• Task item: In full and without edits, write out the data that follows.

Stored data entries
-*-

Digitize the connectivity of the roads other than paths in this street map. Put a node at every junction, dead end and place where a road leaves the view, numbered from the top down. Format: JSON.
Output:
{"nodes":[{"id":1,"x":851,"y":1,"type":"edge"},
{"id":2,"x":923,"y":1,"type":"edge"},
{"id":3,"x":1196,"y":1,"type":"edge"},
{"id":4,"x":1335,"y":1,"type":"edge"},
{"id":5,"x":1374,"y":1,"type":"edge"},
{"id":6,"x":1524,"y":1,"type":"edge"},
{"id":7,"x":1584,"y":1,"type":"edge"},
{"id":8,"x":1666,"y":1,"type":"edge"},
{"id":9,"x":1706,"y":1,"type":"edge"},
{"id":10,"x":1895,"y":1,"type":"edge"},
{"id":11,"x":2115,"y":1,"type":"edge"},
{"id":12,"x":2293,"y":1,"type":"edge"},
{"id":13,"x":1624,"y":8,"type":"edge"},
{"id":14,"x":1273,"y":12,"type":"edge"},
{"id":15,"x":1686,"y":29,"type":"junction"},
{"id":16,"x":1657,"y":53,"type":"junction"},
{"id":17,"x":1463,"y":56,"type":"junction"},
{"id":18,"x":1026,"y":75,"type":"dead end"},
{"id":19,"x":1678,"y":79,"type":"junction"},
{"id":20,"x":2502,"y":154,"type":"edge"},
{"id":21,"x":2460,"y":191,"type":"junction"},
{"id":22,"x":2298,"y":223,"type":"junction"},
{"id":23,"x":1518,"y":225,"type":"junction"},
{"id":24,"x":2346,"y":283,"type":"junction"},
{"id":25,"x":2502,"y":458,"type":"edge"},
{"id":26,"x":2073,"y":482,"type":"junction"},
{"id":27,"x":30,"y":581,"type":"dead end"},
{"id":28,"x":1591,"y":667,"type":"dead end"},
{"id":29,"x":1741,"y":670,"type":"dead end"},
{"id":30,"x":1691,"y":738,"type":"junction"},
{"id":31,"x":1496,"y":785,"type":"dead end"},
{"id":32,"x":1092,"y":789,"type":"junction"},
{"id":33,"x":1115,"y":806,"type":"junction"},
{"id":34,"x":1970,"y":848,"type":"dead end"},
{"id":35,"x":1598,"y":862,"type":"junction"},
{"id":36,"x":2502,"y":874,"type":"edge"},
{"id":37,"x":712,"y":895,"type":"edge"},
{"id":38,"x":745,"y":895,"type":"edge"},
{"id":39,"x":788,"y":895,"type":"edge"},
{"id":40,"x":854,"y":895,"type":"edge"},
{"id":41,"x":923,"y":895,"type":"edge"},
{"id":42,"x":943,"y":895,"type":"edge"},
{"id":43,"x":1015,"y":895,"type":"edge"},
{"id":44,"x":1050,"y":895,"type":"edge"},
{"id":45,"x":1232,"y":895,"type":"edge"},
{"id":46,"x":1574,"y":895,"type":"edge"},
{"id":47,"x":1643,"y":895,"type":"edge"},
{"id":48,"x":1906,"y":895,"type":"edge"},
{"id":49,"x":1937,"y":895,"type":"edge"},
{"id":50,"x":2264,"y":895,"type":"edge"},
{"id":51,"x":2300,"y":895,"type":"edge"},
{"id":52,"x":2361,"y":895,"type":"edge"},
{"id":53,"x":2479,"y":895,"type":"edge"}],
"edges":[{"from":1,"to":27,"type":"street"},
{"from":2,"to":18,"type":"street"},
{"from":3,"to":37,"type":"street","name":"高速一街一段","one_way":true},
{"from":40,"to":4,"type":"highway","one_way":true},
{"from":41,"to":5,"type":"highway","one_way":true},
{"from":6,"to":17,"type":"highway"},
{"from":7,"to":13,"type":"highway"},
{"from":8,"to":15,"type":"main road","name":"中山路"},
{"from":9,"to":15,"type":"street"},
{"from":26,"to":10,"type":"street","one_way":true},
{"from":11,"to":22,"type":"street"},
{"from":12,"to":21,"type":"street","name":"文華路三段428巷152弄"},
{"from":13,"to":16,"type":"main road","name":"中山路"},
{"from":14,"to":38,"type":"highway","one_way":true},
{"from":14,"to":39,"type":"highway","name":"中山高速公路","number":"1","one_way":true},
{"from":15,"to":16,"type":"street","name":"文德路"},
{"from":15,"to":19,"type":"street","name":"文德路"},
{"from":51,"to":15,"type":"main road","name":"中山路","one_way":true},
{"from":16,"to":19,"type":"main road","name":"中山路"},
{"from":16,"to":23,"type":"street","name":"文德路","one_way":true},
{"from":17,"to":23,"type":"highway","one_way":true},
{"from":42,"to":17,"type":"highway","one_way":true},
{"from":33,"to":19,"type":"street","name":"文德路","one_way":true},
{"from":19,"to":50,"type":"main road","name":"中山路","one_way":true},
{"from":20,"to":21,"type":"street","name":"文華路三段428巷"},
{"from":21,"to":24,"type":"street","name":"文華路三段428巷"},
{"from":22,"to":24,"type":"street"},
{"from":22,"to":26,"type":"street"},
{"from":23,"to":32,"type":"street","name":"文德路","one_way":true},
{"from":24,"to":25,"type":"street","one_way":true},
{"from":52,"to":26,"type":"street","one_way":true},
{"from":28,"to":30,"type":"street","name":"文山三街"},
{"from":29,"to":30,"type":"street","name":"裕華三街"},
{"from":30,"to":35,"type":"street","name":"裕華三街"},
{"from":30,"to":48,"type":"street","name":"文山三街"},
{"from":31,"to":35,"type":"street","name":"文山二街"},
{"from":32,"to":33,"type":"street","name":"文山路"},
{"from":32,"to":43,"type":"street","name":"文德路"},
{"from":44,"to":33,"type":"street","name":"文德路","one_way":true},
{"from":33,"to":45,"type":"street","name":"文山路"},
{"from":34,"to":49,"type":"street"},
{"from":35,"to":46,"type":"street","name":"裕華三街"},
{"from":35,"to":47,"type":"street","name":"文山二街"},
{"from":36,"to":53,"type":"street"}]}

-*-

• Solution for this exercise:
Digitize the connectivity of the roads other than paths in this street map. Put a node at every junction, dead end and place where a road leaves the view, numbered from the top down. Format: JSON.
Output:
{"nodes":[{"id":1,"x":851,"y":1,"type":"edge"},
{"id":2,"x":923,"y":1,"type":"edge"},
{"id":3,"x":1196,"y":1,"type":"edge"},
{"id":4,"x":1335,"y":1,"type":"edge"},
{"id":5,"x":1374,"y":1,"type":"edge"},
{"id":6,"x":1524,"y":1,"type":"edge"},
{"id":7,"x":1584,"y":1,"type":"edge"},
{"id":8,"x":1666,"y":1,"type":"edge"},
{"id":9,"x":1706,"y":1,"type":"edge"},
{"id":10,"x":1895,"y":1,"type":"edge"},
{"id":11,"x":2115,"y":1,"type":"edge"},
{"id":12,"x":2293,"y":1,"type":"edge"},
{"id":13,"x":1624,"y":8,"type":"edge"},
{"id":14,"x":1273,"y":12,"type":"edge"},
{"id":15,"x":1686,"y":29,"type":"junction"},
{"id":16,"x":1657,"y":53,"type":"junction"},
{"id":17,"x":1463,"y":56,"type":"junction"},
{"id":18,"x":1026,"y":75,"type":"dead end"},
{"id":19,"x":1678,"y":79,"type":"junction"},
{"id":20,"x":2502,"y":154,"type":"edge"},
{"id":21,"x":2460,"y":191,"type":"junction"},
{"id":22,"x":2298,"y":223,"type":"junction"},
{"id":23,"x":1518,"y":225,"type":"junction"},
{"id":24,"x":2346,"y":283,"type":"junction"},
{"id":25,"x":2502,"y":458,"type":"edge"},
{"id":26,"x":2073,"y":482,"type":"junction"},
{"id":27,"x":30,"y":581,"type":"dead end"},
{"id":28,"x":1591,"y":667,"type":"dead end"},
{"id":29,"x":1741,"y":670,"type":"dead end"},
{"id":30,"x":1691,"y":738,"type":"junction"},
{"id":31,"x":1496,"y":785,"type":"dead end"},
{"id":32,"x":1092,"y":789,"type":"junction"},
{"id":33,"x":1115,"y":806,"type":"junction"},
{"id":34,"x":1970,"y":848,"type":"dead end"},
{"id":35,"x":1598,"y":862,"type":"junction"},
{"id":36,"x":2502,"y":874,"type":"edge"},
{"id":37,"x":712,"y":895,"type":"edge"},
{"id":38,"x":745,"y":895,"type":"edge"},
{"id":39,"x":788,"y":895,"type":"edge"},
{"id":40,"x":854,"y":895,"type":"edge"},
{"id":41,"x":923,"y":895,"type":"edge"},
{"id":42,"x":943,"y":895,"type":"edge"},
{"id":43,"x":1015,"y":895,"type":"edge"},
{"id":44,"x":1050,"y":895,"type":"edge"},
{"id":45,"x":1232,"y":895,"type":"edge"},
{"id":46,"x":1574,"y":895,"type":"edge"},
{"id":47,"x":1643,"y":895,"type":"edge"},
{"id":48,"x":1906,"y":895,"type":"edge"},
{"id":49,"x":1937,"y":895,"type":"edge"},
{"id":50,"x":2264,"y":895,"type":"edge"},
{"id":51,"x":2300,"y":895,"type":"edge"},
{"id":52,"x":2361,"y":895,"type":"edge"},
{"id":53,"x":2479,"y":895,"type":"edge"}],
"edges":[{"from":1,"to":27,"type":"street"},
{"from":2,"to":18,"type":"street"},
{"from":3,"to":37,"type":"street","name":"高速一街一段","one_way":true},
{"from":40,"to":4,"type":"highway","one_way":true},
{"from":41,"to":5,"type":"highway","one_way":true},
{"from":6,"to":17,"type":"highway"},
{"from":7,"to":13,"type":"highway"},
{"from":8,"to":15,"type":"main road","name":"中山路"},
{"from":9,"to":15,"type":"street"},
{"from":26,"to":10,"type":"street","one_way":true},
{"from":11,"to":22,"type":"street"},
{"from":12,"to":21,"type":"street","name":"文華路三段428巷152弄"},
{"from":13,"to":16,"type":"main road","name":"中山路"},
{"from":14,"to":38,"type":"highway","one_way":true},
{"from":14,"to":39,"type":"highway","name":"中山高速公路","number":"1","one_way":true},
{"from":15,"to":16,"type":"street","name":"文德路"},
{"from":15,"to":19,"type":"street","name":"文德路"},
{"from":51,"to":15,"type":"main road","name":"中山路","one_way":true},
{"from":16,"to":19,"type":"main road","name":"中山路"},
{"from":16,"to":23,"type":"street","name":"文德路","one_way":true},
{"from":17,"to":23,"type":"highway","one_way":true},
{"from":42,"to":17,"type":"highway","one_way":true},
{"from":33,"to":19,"type":"street","name":"文德路","one_way":true},
{"from":19,"to":50,"type":"main road","name":"中山路","one_way":true},
{"from":20,"to":21,"type":"street","name":"文華路三段428巷"},
{"from":21,"to":24,"type":"street","name":"文華路三段428巷"},
{"from":22,"to":24,"type":"street"},
{"from":22,"to":26,"type":"street"},
{"from":23,"to":32,"type":"street","name":"文德路","one_way":true},
{"from":24,"to":25,"type":"street","one_way":true},
{"from":52,"to":26,"type":"street","one_way":true},
{"from":28,"to":30,"type":"street","name":"文山三街"},
{"from":29,"to":30,"type":"street","name":"裕華三街"},
{"from":30,"to":35,"type":"street","name":"裕華三街"},
{"from":30,"to":48,"type":"street","name":"文山三街"},
{"from":31,"to":35,"type":"street","name":"文山二街"},
{"from":32,"to":33,"type":"street","name":"文山路"},
{"from":32,"to":43,"type":"street","name":"文德路"},
{"from":44,"to":33,"type":"street","name":"文德路","one_way":true},
{"from":33,"to":45,"type":"street","name":"文山路"},
{"from":34,"to":49,"type":"street"},
{"from":35,"to":46,"type":"street","name":"裕華三街"},
{"from":35,"to":47,"type":"street","name":"文山二街"},
{"from":36,"to":53,"type":"street"}]}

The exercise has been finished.